Light in August (Faulkner)

Book Reviews
To say that Light in August is an astonishing performance is not the use the word lightly.... Not only does Faulkner emerge from this book a stylist of striking strength and beauty: he permits some of his people, if not his chief protagonist, to act sometimes out of motives which are human in their decency.... In a word, Faulkner has admitted justice and compassion to his scheme of things.
J. Donald Adams - New York Times (10/9/1932)

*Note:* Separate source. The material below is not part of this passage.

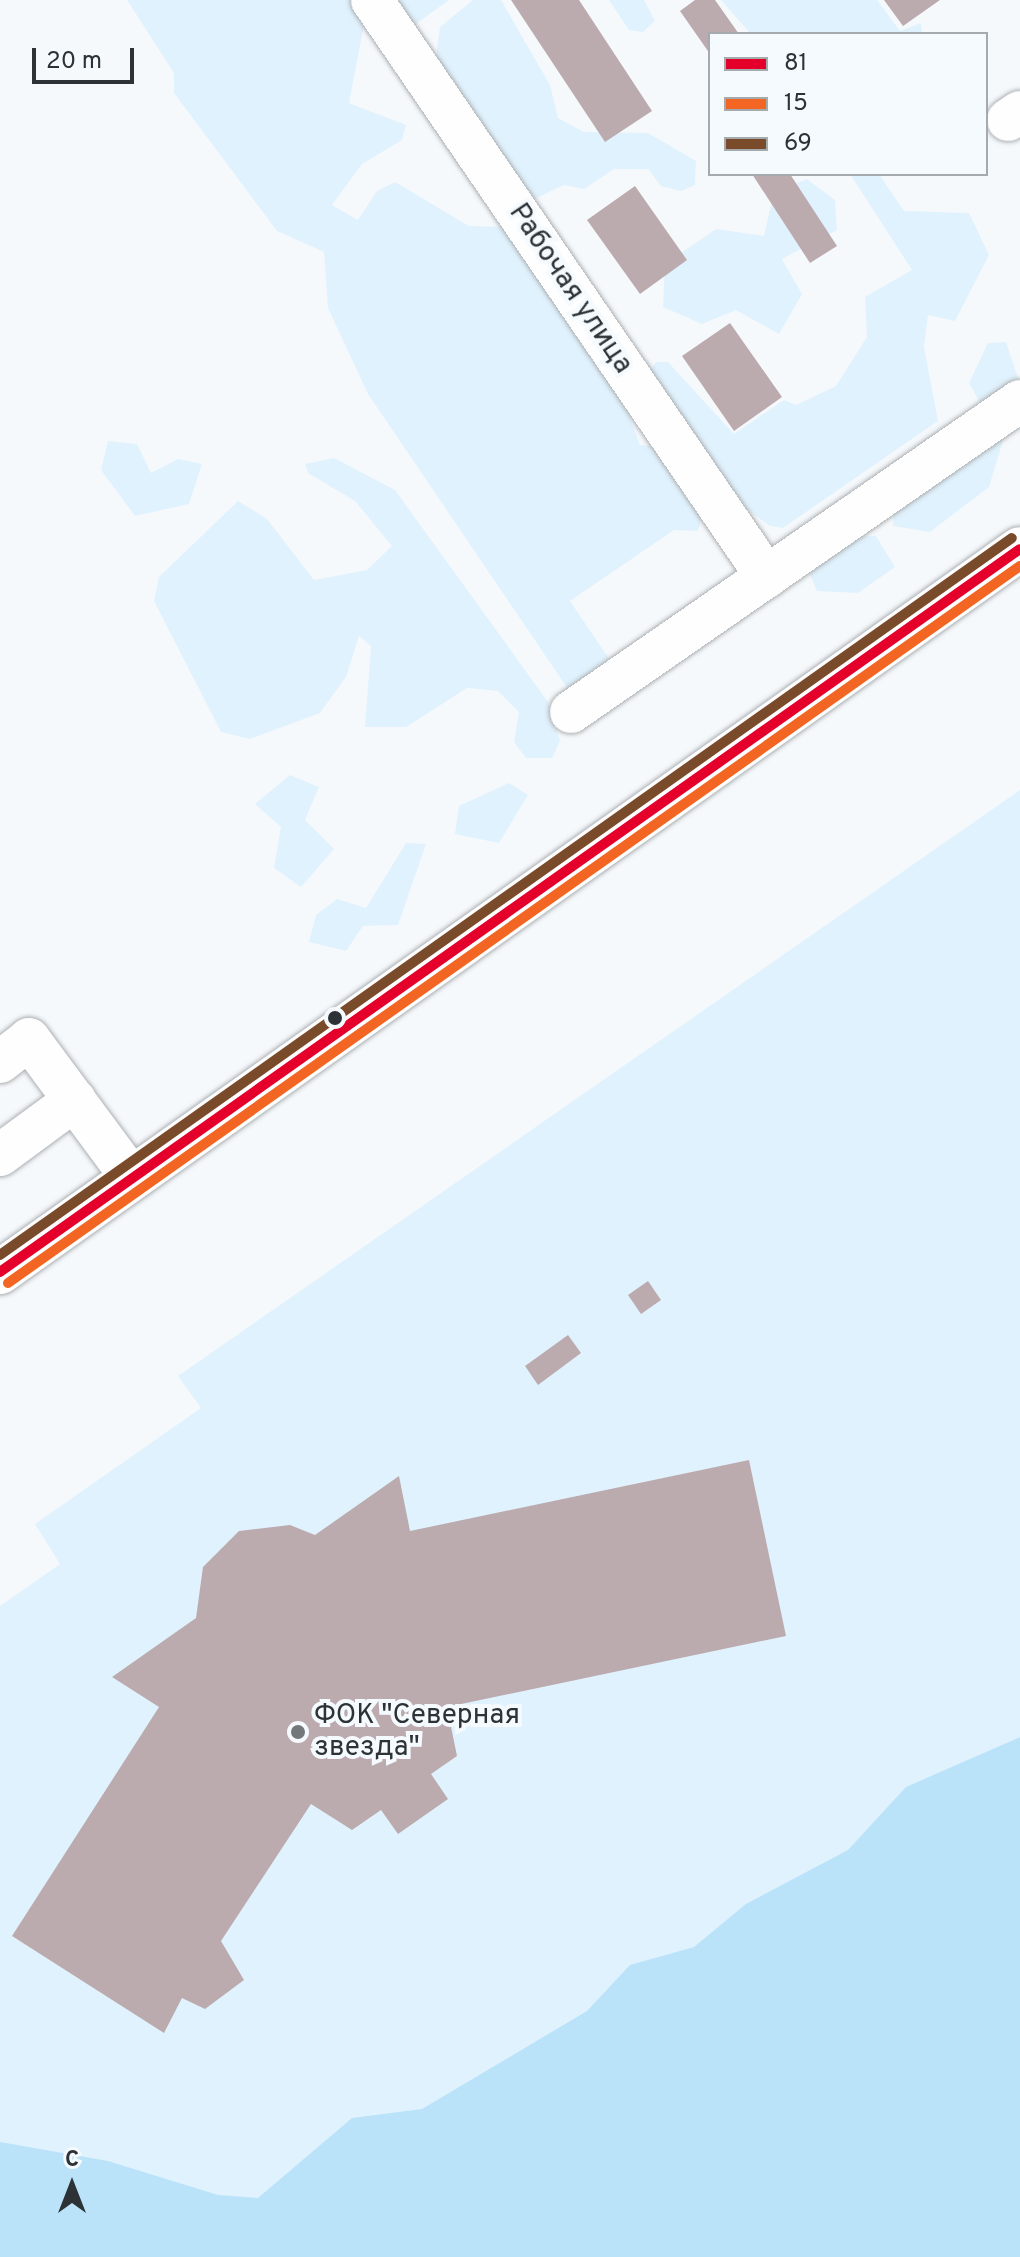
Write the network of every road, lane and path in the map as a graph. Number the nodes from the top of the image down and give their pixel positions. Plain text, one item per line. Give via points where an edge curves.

The critics...now tell us that his style is florid, that his plots are hard to follow, that he sometimes shows bad taste in his choice of material.... On the other hand, I can think of no other living American author who writes with the same intensity or who carries us so completely into a world of his own. There is no American author or our time who has undertaken and partly completed a more ambitious series of novels and stories..... Faulkner has been writing a sort of human comedy that was partly inspired by his reading of Balzac.
Malcolm Cowley - New York Times ( 10/29/1944)


Faulkner...belongs to the full-dressed post-Flaubert group of Conrad, Joyce, and Proust.
Edmund Wilson


For all his concern with the South, Faulkner was actually seeking out the nature of man. Thus we must return to him for that continuity of moral purpose which made for the greatness of our classics.
Ralph Ellison


For all the range of effect, philosophical weight, originality of style, variety of characterization, humor, and tragic intensity, [Faulkner's works] are without equal in our time and country.